Lebanon’s parliament on Monday elected Michel Aoun as president, a strong Hezbollah ally, ending a paralysing two-year standoff rooted in a broader rivalry between Tehran and Saudi Arabia.
The appointment of retired general Michel Aoun, 81, came after he gained the backing of the former Lebanese prime minister Saad al-Hariri, Riyadh’s preferred leader, and further edges the balance of power in the region towards Iran and its allies.
The Maronite Christian former general secured 83 votes in the 128-seat chamber when MPs convened at noon (1000 GMT) Monday for their 46th attempt to choose a head of state.
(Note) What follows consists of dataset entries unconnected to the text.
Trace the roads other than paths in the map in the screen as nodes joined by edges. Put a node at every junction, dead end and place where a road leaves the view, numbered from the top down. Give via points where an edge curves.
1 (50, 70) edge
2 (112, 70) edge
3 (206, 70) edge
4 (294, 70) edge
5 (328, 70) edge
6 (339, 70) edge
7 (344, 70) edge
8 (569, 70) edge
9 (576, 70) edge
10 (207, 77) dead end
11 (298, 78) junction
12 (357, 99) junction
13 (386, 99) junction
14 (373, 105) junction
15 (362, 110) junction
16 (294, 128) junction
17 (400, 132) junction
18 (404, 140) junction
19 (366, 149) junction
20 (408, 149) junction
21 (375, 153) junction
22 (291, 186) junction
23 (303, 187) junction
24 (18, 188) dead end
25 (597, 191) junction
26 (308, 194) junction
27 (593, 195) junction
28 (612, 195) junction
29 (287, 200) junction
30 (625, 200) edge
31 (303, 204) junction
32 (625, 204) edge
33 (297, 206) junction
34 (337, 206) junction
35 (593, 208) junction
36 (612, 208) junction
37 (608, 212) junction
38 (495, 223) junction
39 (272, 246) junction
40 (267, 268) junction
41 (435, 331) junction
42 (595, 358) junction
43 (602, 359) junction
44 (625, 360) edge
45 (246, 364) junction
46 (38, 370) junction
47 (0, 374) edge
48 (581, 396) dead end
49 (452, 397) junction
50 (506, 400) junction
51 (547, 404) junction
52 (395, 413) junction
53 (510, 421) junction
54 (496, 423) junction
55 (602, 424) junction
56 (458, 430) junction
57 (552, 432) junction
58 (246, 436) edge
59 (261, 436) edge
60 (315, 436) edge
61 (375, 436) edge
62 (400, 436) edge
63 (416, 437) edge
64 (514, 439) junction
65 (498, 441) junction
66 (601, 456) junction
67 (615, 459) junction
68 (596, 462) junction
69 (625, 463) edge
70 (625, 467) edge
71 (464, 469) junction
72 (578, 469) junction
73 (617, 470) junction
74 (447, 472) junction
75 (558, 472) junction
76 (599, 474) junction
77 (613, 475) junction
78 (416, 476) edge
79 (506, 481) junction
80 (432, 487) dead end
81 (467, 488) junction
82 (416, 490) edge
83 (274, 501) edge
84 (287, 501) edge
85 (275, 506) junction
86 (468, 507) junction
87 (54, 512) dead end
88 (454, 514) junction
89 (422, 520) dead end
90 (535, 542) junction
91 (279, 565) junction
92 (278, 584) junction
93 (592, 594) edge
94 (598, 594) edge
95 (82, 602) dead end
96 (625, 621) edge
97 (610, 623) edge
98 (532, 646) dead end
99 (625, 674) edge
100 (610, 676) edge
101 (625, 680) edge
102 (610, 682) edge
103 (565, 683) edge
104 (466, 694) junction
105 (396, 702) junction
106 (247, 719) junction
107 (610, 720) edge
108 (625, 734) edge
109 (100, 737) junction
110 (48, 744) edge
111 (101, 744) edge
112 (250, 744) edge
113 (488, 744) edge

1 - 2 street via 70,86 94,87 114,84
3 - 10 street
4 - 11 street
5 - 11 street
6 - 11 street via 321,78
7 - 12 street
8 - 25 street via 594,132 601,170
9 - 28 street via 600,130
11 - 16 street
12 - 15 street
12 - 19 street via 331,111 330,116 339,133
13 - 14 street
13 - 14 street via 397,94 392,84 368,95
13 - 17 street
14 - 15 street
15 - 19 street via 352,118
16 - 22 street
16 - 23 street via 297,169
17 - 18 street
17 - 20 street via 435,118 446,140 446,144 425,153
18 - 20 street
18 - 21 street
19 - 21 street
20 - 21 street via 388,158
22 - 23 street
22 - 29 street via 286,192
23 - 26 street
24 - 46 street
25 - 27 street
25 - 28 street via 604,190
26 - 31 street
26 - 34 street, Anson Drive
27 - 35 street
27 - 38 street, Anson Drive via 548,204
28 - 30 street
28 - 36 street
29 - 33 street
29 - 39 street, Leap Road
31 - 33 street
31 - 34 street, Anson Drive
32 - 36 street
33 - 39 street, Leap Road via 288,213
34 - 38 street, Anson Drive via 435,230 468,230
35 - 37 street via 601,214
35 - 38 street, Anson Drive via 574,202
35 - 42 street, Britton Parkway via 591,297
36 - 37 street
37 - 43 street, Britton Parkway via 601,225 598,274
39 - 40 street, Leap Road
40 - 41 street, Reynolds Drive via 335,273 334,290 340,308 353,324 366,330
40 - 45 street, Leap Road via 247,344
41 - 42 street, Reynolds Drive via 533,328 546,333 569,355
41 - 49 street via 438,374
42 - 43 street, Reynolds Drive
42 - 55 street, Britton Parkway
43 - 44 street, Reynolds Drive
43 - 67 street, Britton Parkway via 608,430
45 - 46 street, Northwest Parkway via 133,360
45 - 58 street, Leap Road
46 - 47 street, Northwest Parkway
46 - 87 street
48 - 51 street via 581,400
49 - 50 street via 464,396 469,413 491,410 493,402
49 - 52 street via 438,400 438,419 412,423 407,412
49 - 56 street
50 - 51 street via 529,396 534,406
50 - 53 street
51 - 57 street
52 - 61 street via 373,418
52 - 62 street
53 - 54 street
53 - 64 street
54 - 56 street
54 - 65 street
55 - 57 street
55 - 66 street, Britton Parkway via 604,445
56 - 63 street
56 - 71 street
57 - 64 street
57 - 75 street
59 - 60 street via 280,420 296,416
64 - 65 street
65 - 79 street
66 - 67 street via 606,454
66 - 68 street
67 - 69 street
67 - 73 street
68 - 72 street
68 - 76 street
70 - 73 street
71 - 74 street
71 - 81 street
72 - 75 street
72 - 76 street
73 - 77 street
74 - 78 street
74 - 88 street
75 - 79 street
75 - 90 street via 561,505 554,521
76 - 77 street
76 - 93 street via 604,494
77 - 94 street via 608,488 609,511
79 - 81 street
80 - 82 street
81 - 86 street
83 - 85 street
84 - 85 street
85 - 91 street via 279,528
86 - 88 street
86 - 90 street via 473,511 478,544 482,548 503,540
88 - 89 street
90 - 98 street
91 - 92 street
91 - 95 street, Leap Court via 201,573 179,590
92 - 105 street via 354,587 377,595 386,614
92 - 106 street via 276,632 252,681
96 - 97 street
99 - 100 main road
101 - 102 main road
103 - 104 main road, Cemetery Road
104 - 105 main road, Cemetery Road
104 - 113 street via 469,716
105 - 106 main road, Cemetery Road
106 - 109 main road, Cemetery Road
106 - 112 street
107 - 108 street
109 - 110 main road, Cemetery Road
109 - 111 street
Aoun was elected after four rounds of voting during the session.
His candidacy was blocked by the rival, Sunni-dominated Future Movement until a deal was struck earlier this month.
It will reportedly see the Future Movement’s leader, Saad Hariri, become prime minister.
Addressing the parliament after the voting, Aoun described political stability as his top priority and said his government would deal with terrorism “preemptively and preventively” until it is uprooted.
Saudi Arabia had been vehemently opposed to Aoun’s nomination, fearing he will consolidate Iran’s influence on the brittle state, which has remained a vulnerable state since the end of its destructive civil war 25 years ago.
Lebanon has been without a head of state since Michel Suleiman stepped down at the end of his term in May 2014.